Отрезвляющее впечатление, произведенное «Открытым письмом», было связано не столько с разоблачением очередной попытки насильственного уничтожения Церкви, сколько с разоблачением той дряблости церковного духа, той вовлеченности в мирскую стихию, той зараженности страхом и ложью, которые обнаружились при этом в самой Русской церкви, в особенности в ее высшей иерархии.

Однако, когда встал вопрос о выходе из этого болезненного и невыносимого состояния, вскоре стало очевидным, что путь обличений и призывов, направленных к архиереям, также несостоятелен. Хотя несомненно, что преодоление всякого церковного кризиса начинается с личного духовного подвига, а характер нынешнего кризиса требует этого подвига прежде всего от епископов, однако именно здесь вскрывается самая глубокая болезнь современной русской церковности, наглухо закрывающая возможность для такого спасительного усилия.

Трагизм нынешнего положения – не в том, что патриарх и большинство епископов избрали путь малодушного сервилизма, усугубляющий в новых условиях худшие традиции эпохи церковно-государственной симфонии, но в том, что усилия отдельных ревнителей сохранить Церковь от растления и разрушения пресекались не только государственным насилием, но прежде всего и главным образом – насилием церковно-административным.

Ярким прецедентом, убившим всякую надежду отдельных епископов на возможность самостоятельной церковной инициативы, была судьба владыки Ермогена (Голубева), который в период «хрущевского гонения» сумел, опираясь на поддержку духовенства и верующего народа, не выходя за рамки гражданской законности, успешно противостоять государственному нажиму. В двух епархиях он сохранил храмы от закрытия в период, когда была ликвидирована половина приходов Русской церкви. Однако владыка Ермоген, проявивший реальность своей архипастырской власти перед лицом гражданских чиновников, оказался духовно безоружным перед насилием со стороны тех же чиновников, когда оно осуществилось не прямо, а через посредство патриарха Алексия, устранившего владыку Ермогена под видом «увольнения на покой» от архиерейского служения и сославшего его в удаленный монастырь. Аналогичная судьба постигла тех епископов, которые пытались возражать против постановления церковного управления, изъявшего контроль над церковным имуществом из рук иерархии и передавшего этот контроль в руки старост, а через них – в руки местных органов гражданской власти.

В сознании и сердце епископов не мог не возникнуть трагический конфликт между требованиями церковной совести и архипастырского долга, с одной стороны, и требованием административного послушания патриарху – с другой.
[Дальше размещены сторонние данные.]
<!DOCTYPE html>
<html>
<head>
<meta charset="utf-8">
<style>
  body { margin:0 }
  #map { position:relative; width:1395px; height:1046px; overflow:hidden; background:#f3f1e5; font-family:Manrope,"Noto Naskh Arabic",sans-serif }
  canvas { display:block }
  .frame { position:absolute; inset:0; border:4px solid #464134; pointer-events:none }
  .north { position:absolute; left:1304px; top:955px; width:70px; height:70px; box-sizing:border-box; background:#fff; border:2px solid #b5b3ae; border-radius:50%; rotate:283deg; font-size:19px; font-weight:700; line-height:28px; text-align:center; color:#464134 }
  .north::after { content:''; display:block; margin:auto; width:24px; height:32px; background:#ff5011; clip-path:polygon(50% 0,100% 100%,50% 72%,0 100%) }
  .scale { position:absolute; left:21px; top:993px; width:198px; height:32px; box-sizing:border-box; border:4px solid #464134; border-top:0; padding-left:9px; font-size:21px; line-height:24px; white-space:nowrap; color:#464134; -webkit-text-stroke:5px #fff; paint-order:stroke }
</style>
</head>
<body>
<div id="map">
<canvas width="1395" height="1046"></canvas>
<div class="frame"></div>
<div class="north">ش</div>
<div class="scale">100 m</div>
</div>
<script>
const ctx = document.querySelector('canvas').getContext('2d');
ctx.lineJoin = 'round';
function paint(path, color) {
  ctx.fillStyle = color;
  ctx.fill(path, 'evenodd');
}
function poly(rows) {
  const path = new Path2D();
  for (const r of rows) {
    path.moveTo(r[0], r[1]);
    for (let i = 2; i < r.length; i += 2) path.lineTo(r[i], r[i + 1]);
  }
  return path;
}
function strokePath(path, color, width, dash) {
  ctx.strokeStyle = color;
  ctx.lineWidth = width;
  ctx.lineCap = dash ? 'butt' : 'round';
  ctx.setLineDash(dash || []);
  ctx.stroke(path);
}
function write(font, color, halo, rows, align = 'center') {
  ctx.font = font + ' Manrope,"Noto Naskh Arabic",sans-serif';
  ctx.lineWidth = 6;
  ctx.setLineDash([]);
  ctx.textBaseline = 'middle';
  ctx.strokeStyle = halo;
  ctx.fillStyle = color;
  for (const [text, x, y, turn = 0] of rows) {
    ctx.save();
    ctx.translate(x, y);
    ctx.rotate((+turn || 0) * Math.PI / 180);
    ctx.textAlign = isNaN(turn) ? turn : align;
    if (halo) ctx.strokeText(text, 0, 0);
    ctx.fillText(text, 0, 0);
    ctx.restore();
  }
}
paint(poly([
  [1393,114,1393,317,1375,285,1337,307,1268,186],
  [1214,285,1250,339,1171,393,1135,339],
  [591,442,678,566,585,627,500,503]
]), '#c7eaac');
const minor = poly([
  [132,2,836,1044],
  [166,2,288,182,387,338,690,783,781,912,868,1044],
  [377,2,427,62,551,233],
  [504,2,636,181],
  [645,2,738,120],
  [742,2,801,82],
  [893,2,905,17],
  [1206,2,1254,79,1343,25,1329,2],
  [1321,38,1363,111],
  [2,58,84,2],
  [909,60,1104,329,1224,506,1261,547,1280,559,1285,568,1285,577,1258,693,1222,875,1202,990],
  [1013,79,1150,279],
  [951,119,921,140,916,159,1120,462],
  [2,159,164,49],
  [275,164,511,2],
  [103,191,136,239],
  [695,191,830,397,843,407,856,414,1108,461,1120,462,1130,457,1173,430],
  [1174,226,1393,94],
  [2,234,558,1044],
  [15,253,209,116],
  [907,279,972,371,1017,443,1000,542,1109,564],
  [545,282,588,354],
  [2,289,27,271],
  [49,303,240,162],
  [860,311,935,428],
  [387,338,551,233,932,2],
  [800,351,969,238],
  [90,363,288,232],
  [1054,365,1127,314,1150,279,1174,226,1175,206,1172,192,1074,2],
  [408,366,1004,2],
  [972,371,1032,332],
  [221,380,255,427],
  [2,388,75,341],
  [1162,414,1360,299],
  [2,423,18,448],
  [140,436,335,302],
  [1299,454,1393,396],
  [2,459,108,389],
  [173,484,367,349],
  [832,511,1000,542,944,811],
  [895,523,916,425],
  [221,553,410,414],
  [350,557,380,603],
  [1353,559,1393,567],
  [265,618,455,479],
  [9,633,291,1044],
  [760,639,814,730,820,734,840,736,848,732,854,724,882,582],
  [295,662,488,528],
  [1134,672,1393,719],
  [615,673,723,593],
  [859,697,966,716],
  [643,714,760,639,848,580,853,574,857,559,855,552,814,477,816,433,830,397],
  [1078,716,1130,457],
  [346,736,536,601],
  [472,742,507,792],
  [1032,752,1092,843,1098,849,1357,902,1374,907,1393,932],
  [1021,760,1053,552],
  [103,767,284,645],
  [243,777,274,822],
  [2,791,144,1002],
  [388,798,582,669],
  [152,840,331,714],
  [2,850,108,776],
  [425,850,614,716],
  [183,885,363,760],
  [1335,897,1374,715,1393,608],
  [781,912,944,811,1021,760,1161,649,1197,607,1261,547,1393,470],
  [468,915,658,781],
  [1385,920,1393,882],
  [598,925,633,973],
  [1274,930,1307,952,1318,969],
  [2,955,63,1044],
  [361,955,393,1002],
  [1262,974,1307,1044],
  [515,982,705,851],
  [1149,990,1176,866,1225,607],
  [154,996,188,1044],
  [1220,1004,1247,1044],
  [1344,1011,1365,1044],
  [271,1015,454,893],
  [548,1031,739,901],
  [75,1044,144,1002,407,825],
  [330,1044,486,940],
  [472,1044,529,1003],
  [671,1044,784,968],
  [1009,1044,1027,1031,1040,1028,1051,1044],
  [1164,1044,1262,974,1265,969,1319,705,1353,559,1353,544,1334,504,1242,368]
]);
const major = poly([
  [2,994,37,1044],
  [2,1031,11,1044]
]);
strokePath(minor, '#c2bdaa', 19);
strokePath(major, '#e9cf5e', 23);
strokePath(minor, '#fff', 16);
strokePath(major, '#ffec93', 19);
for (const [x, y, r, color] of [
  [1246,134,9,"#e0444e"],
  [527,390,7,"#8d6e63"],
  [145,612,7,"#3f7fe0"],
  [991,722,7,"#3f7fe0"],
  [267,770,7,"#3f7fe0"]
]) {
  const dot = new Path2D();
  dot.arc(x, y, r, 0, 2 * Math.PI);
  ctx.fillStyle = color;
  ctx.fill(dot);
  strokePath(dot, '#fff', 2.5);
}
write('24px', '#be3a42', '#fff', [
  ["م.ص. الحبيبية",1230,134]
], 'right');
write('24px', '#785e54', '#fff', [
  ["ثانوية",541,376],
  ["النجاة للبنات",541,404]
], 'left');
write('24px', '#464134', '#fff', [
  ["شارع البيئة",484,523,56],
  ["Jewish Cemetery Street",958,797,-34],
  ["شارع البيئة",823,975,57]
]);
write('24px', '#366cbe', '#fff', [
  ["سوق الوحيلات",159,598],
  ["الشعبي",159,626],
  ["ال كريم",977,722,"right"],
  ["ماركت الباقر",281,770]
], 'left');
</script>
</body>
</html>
Конфликт этот неизменно решался в пользу послушания, порождая чувства уныния, безнадежности, бесплодности каких-либо попыток проявления церковной инициативы, в малейшей степени противоречащей очередному повороту курса государственно-церковной политики. Однако всякий другой путь казался покушением на величайшую святыню – церковное единство…

Такой принципиальный разлад в недрах церковной совести, такой безысходный конфликт между требованиями церковной правды и церковного единства свидетельствовал, конечно, не о том, что Церковь не может сохранить свою чистоту в условиях недоброжелательства гражданской власти, но о том, что существует глубокий дефект в самом церковном сознании, в самом понимании природы и структуры Церкви. Как следствие этого дефекта сознания над Русской церковью нависла, с одной стороны, угроза распада на враждующие между собой части с различной политической ориентацией, с другой – угроза «канонического плена», позволяющего одному человеку, ставшему патриархом не без помощи «мирских начальников», завести церковь в бездну духовного падения, явным образом не нарушая при этом букву православных догматов.

Реальность первой угрозы доказывается опытом церковных расколов 20-х годов, а также тем фактом, что и в настоящее время Русская церковь распадается, по крайней мере, на пять частей: две на территории СССР – Московская патриархия и катакомбная Церковь, малочисленная, но хранящая богатое духовное наследство, и три «юрисдикции» за рубежом – синодальная («Карловацкая»), западно-европейская и американская, каждая из которых, по-видимому, остается в глубинном экклезиологическом смысле принадлежащей к Русской церкви, несмотря на все временные попытки того или иного решения проблемы административно-канонического управления.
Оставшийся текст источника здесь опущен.